■ RECORDS PROVIDED ■
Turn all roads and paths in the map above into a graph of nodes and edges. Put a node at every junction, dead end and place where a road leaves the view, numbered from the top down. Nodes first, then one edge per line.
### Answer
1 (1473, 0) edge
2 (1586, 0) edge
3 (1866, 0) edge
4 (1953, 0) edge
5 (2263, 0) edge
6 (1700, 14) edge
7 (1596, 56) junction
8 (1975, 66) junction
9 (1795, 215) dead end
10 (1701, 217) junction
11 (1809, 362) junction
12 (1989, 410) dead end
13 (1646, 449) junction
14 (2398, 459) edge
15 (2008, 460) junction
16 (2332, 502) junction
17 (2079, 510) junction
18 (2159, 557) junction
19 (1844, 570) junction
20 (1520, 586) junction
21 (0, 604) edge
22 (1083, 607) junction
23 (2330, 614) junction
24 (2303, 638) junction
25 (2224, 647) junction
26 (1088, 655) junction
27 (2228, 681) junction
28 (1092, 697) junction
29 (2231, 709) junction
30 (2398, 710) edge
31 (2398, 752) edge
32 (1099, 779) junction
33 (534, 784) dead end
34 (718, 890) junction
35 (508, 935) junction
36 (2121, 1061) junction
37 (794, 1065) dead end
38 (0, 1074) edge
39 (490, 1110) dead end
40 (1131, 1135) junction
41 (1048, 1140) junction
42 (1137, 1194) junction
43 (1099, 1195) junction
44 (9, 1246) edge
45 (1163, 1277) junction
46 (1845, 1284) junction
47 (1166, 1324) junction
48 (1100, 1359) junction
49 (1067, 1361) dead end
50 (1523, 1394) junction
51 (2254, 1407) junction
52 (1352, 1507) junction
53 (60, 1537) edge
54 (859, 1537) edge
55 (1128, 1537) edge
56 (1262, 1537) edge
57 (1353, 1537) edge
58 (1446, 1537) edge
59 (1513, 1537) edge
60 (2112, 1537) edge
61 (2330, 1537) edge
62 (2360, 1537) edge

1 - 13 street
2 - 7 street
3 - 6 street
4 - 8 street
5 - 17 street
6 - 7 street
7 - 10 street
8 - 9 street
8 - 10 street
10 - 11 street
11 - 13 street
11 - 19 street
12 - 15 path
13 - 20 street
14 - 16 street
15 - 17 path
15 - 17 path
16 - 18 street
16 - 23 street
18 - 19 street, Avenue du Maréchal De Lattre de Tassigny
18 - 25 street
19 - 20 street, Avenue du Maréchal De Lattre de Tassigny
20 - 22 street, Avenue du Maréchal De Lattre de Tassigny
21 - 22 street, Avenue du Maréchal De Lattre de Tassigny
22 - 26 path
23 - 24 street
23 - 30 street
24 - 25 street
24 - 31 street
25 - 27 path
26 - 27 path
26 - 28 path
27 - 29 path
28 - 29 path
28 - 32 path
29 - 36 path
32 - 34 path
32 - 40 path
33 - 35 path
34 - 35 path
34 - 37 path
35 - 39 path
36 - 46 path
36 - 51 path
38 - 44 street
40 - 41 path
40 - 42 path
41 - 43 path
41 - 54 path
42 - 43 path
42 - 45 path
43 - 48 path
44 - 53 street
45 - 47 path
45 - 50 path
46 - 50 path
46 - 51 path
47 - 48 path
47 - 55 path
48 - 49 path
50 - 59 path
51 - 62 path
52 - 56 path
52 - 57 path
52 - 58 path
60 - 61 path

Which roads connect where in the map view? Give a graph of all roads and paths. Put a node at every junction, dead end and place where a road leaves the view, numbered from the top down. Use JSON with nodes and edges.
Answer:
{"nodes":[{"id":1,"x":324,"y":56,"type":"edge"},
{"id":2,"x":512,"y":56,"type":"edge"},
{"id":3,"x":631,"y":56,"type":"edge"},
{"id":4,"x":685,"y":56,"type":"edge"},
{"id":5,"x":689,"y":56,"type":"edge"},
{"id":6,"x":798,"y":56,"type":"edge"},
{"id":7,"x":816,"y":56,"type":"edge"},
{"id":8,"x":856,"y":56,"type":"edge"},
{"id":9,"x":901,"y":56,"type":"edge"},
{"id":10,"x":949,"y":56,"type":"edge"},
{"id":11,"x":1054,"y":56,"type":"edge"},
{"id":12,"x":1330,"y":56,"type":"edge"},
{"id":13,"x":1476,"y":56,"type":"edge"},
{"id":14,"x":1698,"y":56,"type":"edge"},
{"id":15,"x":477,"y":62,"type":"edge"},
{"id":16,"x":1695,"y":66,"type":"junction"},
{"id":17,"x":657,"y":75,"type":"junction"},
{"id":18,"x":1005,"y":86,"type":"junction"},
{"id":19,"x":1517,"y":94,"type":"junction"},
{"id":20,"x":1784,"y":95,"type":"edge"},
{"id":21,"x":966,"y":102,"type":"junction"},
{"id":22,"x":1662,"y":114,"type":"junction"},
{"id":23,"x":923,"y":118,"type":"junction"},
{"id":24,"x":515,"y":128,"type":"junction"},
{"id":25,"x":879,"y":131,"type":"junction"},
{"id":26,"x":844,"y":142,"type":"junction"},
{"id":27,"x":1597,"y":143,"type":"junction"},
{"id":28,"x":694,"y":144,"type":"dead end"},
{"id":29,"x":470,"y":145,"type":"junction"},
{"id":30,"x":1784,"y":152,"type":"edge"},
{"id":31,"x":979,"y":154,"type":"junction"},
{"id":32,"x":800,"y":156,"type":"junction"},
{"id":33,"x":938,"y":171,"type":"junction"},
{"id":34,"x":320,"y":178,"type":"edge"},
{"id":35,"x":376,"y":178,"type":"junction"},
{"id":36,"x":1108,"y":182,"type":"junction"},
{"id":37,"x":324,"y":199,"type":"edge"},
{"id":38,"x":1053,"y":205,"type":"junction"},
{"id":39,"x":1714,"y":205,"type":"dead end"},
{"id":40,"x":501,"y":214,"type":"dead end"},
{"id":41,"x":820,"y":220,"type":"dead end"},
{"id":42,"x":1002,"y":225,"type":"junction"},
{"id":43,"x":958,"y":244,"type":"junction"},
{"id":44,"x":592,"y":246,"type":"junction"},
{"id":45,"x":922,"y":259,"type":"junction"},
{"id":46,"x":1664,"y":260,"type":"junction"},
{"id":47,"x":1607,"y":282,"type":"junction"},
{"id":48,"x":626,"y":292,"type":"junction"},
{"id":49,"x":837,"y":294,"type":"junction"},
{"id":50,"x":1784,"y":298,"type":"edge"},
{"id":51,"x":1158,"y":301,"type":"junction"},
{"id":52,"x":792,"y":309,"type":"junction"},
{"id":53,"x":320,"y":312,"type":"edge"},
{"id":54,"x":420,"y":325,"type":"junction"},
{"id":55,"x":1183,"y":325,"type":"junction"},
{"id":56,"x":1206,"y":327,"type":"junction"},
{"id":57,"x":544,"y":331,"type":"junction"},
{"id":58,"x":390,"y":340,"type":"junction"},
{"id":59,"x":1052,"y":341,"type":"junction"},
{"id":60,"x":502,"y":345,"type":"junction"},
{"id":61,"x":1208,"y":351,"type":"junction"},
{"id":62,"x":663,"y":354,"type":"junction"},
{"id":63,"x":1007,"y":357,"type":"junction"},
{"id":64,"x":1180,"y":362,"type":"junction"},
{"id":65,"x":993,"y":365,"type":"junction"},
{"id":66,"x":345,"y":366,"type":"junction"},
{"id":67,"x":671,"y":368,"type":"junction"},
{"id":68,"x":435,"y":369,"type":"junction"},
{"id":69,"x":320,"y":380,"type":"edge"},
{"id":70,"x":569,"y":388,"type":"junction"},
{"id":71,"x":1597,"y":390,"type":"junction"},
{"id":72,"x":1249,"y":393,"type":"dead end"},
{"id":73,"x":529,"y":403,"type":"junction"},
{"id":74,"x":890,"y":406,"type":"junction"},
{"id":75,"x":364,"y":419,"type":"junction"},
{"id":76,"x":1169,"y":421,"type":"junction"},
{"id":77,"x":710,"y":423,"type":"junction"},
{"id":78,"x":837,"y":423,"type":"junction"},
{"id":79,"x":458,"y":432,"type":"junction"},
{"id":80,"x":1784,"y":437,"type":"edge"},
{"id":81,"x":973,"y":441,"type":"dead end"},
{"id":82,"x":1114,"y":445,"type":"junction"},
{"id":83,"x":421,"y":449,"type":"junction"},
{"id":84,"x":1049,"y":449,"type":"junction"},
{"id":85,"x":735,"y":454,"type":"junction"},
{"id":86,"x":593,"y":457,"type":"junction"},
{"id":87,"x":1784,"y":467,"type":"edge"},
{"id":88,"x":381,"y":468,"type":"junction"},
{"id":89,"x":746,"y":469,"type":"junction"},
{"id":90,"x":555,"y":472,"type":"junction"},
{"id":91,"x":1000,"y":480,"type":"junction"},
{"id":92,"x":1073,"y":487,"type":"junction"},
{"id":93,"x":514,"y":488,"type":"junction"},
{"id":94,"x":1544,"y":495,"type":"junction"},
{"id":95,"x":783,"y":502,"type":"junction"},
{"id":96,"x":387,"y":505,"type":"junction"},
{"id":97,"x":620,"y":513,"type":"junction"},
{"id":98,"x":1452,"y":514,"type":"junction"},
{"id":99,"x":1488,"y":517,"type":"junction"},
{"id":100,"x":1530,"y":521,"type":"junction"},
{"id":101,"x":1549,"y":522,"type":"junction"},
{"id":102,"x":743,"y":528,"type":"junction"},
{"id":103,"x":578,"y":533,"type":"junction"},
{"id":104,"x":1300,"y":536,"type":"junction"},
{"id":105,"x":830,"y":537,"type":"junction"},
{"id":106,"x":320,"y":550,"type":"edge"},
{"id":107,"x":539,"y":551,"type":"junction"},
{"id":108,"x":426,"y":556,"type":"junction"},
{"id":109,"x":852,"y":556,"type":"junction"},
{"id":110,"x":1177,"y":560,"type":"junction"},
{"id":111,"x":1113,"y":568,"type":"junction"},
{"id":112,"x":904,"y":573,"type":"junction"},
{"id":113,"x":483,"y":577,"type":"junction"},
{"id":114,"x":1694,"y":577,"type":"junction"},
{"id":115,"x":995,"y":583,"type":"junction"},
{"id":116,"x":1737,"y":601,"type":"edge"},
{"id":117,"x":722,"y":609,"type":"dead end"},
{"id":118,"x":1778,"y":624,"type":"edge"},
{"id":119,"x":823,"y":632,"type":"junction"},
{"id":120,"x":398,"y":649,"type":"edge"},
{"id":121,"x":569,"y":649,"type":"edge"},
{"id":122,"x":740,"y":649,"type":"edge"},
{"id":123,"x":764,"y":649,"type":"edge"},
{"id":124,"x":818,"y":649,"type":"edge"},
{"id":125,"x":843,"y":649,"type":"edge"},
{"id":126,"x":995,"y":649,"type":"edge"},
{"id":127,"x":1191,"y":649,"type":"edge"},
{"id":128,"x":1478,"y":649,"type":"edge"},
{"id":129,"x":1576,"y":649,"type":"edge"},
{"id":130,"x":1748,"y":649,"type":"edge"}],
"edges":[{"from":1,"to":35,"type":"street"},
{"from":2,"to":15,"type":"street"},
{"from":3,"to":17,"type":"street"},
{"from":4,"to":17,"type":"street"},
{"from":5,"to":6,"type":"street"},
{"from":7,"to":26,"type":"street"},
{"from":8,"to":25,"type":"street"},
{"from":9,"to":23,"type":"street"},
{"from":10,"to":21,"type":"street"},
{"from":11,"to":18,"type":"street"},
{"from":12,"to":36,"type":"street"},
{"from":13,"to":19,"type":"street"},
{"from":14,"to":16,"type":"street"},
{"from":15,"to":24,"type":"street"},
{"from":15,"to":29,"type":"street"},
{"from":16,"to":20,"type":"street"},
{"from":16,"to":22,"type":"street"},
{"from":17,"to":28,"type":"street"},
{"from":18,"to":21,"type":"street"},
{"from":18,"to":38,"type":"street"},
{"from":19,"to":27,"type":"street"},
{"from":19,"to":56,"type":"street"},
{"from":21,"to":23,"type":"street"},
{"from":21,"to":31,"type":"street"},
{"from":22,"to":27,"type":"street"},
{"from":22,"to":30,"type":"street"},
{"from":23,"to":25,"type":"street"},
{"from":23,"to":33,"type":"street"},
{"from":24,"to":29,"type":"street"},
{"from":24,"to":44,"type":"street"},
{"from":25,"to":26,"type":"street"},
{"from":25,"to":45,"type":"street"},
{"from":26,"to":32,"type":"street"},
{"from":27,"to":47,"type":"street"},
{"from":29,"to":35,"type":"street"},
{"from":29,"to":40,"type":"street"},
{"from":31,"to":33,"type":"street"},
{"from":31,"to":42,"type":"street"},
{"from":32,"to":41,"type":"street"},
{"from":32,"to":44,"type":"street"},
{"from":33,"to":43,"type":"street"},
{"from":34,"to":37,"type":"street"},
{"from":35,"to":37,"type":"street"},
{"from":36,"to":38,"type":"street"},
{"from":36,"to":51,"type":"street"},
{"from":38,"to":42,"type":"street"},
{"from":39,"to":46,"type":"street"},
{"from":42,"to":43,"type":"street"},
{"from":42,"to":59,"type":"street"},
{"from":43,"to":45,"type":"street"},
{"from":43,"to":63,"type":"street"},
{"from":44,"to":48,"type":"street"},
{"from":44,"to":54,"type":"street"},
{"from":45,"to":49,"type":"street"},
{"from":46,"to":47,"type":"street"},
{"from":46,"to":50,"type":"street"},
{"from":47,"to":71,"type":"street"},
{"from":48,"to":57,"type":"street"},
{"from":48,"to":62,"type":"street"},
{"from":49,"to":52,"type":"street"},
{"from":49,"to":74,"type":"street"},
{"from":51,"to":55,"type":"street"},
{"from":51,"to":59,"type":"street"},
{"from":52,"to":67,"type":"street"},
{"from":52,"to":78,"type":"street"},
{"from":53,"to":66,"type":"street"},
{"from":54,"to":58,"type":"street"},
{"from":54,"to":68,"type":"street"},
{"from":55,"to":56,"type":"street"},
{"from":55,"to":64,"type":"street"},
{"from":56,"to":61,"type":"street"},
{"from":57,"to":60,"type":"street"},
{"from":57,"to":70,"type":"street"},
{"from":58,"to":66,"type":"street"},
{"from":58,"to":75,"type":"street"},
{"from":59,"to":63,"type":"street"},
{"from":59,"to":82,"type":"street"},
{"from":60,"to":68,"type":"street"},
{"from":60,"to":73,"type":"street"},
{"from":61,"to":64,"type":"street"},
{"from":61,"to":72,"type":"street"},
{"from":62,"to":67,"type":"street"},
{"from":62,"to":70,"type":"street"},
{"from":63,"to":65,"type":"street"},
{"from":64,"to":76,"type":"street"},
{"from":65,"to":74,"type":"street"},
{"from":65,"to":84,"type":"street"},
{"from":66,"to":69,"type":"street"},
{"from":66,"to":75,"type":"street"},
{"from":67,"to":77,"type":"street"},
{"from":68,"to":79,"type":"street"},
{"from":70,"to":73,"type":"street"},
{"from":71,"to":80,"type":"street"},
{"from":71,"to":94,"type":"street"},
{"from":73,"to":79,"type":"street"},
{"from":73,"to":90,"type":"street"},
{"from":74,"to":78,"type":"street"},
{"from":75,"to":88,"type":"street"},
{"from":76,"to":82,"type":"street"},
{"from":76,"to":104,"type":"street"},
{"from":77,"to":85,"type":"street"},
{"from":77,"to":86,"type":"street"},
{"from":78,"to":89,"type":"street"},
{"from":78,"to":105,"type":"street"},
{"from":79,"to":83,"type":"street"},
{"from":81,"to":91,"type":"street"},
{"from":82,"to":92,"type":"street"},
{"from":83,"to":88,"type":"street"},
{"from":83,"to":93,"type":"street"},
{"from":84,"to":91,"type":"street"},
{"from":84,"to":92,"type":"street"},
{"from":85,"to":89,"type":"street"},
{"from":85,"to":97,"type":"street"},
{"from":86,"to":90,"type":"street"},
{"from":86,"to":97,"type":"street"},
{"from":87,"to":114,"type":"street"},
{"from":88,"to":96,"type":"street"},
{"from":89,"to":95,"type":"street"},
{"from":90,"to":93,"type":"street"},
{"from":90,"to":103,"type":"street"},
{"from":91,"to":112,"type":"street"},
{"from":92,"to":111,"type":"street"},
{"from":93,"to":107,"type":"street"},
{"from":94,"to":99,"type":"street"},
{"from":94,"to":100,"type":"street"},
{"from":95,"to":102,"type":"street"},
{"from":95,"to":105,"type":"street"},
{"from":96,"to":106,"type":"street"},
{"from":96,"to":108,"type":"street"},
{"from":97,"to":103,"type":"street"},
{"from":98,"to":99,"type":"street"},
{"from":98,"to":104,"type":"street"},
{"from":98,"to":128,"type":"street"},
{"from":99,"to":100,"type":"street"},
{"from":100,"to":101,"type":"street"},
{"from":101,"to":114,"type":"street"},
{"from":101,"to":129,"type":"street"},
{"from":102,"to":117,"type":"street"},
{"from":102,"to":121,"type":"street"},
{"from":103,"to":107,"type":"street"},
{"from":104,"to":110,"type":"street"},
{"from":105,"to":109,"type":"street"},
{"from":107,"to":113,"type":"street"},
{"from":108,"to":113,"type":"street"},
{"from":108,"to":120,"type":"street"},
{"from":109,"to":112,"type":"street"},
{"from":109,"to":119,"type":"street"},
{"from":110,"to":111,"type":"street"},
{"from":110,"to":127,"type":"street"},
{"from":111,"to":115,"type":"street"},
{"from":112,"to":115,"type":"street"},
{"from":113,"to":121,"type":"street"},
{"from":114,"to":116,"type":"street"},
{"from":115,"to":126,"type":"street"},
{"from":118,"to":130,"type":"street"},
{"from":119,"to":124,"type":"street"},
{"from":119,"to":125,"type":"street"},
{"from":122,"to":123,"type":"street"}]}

■ EXERCISE AIM ■
Pull every line containing the word "Lattre" out of the listing.

■ FINISHED TASK ■
18 - 19 street, Avenue du Maréchal De Lattre de Tassigny
19 - 20 street, Avenue du Maréchal De Lattre de Tassigny
20 - 22 street, Avenue du Maréchal De Lattre de Tassigny
21 - 22 street, Avenue du Maréchal De Lattre de Tassigny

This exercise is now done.